Statistics. Treatments were compared by weighted analysis of covariance. An unweighted analysis of covariance was first performed to obtain predicted values. The reciprocals of the predicted values were used as weights in the weighted analysis of covariance. These weights are appropriate for a Poisson error structure. All analyses were performed with SAS statistical software (SAS Institute Inc.) (12).

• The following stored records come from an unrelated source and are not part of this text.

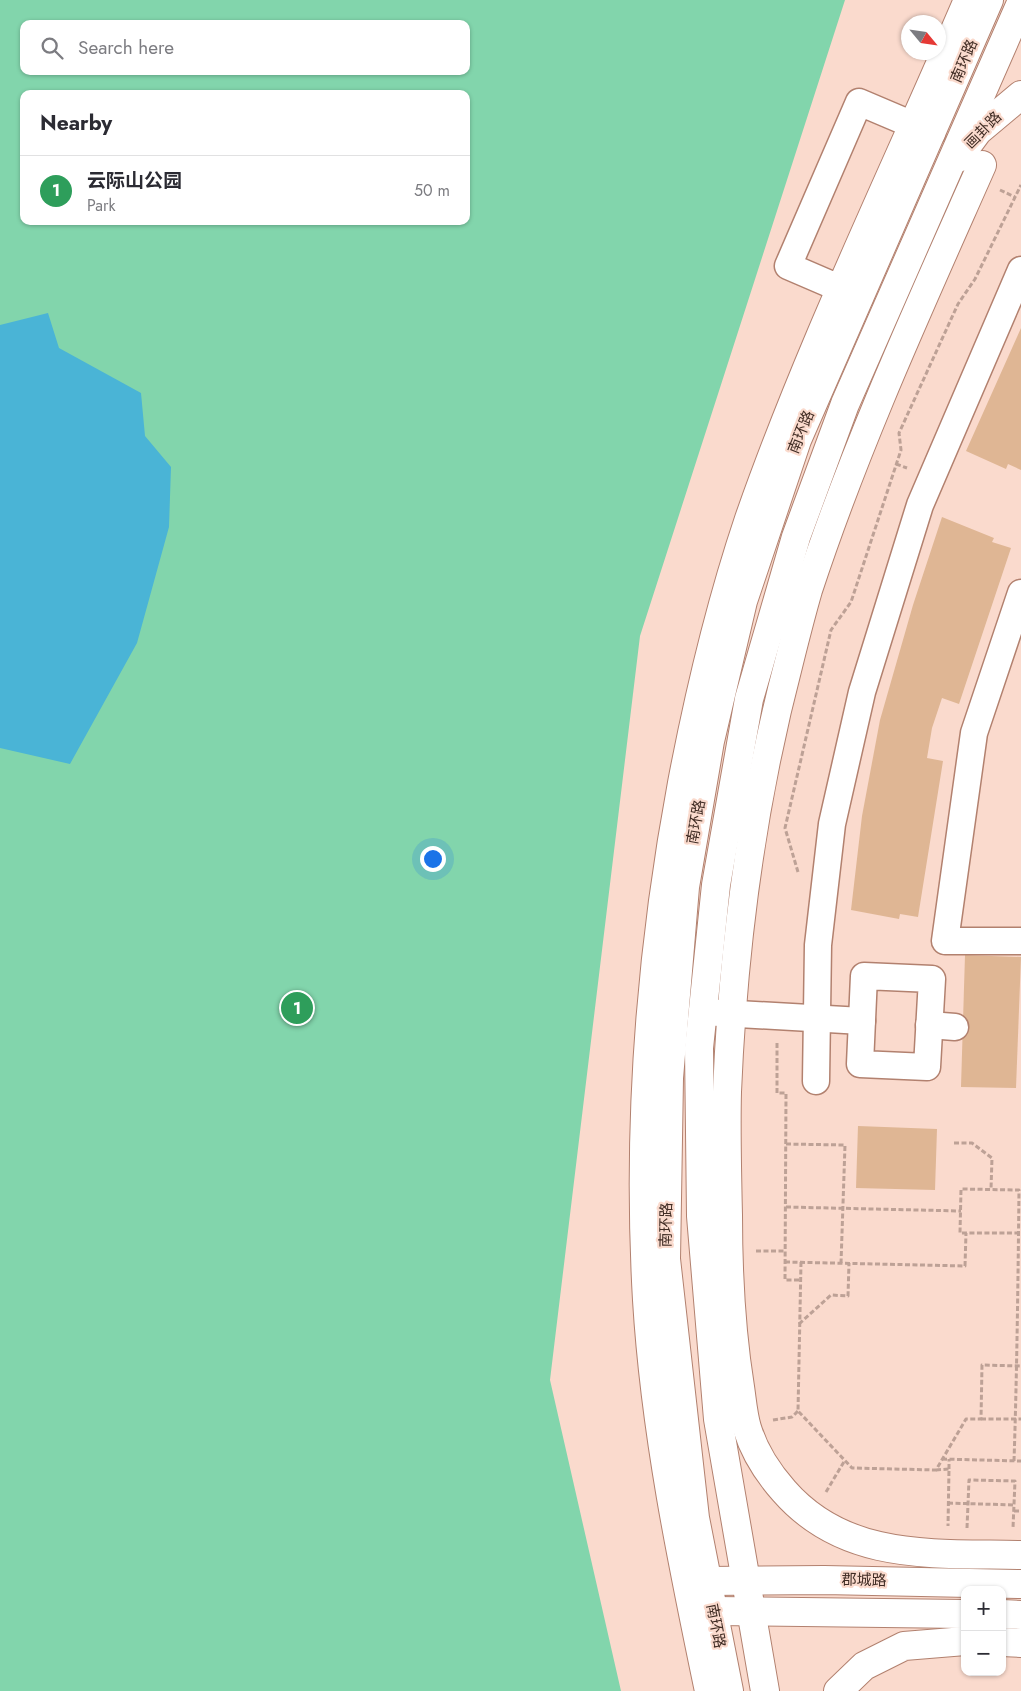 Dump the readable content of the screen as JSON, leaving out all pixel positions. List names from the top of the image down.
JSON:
{
  "streets": {
    "main road": ["南环路", "画卦路", "郡城路"]
  },
  "crossings": [
    ["南环路", "画卦路"],
    ["南环路", "郡城路"]
  ],
  "north": "bottom right",
  "page": {
    "search": "Search here",
    "heading": "Nearby",
    "list": [
      {
        "mark": "1",
        "name": "云际山公园",
        "note": "Park",
        "value": "50 m"
      }
    ],
    "pins": "1",
    "map_buttons": ["+", "−"]
  }
}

To investigate the effects of B7.75-84 on T cell function, a rat strain combination was selected in which B7.75-84 treatment perioperatively prolonged cardiac allograft survival without cyclosporine (Fig. 1). Lewis recipients of ACI cardiac allografts treated with B7.75-84 had a slight prolongation of graft survival time when compared with the nontreated control (mean survival time, M.S.T. of 7.2 vs. 6.4, respectively) (P= 0.04). All allografts in this strain combination rejected by day 8. B7.75-84 treated ACI recipients of F344 cardiac allografts had significant graft prolongation (MST=15.8) when compared with untreated controls (MST=8.3 days, P=0.0027) while all allografts rejected by day 18. ACI recipients of WF allografts treated with B7.75-84 had the most substantial graft prolongation (MST=29.6) when compared with untreated controls (MST=11.8 days, P=0.0023). Moreover, approximately one-half of B7.75-84-treated ACI recipients of WF cardiac allografts had functioning grafts >25 days.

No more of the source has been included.